Stored dataset items
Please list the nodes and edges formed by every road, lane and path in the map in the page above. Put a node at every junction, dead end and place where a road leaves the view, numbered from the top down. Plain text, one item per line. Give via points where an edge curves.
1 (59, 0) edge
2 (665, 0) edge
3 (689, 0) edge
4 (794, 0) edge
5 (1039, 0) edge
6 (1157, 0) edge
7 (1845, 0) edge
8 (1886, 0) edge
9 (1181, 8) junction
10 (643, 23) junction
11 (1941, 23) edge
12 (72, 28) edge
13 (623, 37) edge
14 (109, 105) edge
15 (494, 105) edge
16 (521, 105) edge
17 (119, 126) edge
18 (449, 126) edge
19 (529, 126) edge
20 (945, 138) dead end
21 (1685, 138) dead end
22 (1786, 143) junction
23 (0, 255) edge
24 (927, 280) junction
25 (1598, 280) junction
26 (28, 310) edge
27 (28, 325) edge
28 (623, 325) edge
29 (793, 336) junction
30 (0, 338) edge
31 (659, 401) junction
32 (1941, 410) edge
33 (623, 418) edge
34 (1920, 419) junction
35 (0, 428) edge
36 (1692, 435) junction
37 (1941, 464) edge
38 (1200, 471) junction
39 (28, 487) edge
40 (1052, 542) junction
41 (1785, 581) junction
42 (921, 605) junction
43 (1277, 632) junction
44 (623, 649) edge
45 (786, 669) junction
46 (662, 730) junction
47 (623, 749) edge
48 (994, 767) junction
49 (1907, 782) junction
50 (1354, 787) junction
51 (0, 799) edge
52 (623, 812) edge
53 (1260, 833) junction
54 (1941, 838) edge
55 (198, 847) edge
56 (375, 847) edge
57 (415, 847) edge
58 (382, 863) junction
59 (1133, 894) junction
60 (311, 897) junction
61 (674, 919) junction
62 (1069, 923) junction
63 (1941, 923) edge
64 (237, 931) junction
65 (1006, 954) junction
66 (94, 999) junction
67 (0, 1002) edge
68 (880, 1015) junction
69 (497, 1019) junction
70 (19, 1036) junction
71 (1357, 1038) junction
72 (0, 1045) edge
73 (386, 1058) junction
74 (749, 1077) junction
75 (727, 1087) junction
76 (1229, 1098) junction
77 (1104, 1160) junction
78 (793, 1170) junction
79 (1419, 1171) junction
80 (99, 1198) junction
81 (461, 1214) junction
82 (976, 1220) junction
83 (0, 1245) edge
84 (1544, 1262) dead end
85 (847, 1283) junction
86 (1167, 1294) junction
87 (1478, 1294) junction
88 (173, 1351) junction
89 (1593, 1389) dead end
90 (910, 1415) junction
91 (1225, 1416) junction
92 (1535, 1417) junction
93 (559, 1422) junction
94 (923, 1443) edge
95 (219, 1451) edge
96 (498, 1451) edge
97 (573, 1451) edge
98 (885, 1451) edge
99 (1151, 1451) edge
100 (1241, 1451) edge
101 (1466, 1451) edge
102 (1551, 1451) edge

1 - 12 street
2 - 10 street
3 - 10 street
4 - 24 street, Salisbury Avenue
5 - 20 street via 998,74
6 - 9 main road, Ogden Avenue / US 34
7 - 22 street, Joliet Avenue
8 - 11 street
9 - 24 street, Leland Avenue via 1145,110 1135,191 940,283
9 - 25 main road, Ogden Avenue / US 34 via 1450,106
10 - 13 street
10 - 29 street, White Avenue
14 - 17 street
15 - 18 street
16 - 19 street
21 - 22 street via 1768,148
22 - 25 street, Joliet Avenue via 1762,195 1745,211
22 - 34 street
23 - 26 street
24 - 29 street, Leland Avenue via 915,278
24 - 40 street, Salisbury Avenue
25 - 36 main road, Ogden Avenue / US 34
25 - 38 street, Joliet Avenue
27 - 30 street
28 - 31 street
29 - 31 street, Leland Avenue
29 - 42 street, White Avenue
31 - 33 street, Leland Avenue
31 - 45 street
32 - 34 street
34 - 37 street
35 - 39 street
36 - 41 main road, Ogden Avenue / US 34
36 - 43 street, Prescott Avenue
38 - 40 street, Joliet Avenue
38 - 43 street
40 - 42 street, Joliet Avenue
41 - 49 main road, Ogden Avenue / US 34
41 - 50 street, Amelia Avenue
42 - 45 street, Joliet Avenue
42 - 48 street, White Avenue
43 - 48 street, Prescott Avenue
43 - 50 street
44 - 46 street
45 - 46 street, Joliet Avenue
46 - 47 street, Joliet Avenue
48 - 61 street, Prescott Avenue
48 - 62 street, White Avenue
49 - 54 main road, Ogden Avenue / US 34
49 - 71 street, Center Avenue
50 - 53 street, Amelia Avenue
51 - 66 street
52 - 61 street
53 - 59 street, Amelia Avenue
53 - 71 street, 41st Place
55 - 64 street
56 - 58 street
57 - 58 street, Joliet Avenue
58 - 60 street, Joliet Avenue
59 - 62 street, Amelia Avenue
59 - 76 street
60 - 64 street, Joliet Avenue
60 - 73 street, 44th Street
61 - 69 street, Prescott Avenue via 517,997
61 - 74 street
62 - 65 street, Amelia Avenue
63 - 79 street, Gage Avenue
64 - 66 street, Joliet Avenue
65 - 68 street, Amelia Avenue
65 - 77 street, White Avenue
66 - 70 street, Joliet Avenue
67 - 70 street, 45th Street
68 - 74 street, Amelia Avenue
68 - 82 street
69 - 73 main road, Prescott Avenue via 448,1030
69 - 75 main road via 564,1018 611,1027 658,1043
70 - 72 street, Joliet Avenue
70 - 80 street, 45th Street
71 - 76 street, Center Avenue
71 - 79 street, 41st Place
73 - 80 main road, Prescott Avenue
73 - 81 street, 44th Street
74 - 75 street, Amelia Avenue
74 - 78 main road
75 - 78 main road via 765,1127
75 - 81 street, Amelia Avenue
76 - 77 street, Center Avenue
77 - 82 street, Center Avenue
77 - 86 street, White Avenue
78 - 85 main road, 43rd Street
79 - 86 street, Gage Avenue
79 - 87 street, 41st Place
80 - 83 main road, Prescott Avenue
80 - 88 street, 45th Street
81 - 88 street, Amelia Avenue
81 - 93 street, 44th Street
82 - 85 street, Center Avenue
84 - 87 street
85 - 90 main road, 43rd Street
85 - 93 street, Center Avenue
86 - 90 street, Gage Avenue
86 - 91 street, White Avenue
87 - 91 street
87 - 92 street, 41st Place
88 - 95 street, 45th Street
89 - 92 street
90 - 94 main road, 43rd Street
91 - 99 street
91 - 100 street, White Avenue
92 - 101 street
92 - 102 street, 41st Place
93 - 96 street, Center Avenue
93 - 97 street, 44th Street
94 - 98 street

■ **Problem requirements**
The answer must consist of every line from the entries above that contains "Leland".

■ **Response to the exercise**
9 - 24 street, Leland Avenue via 1145,110 1135,191 940,283
24 - 29 street, Leland Avenue via 915,278
29 - 31 street, Leland Avenue
31 - 33 street, Leland Avenue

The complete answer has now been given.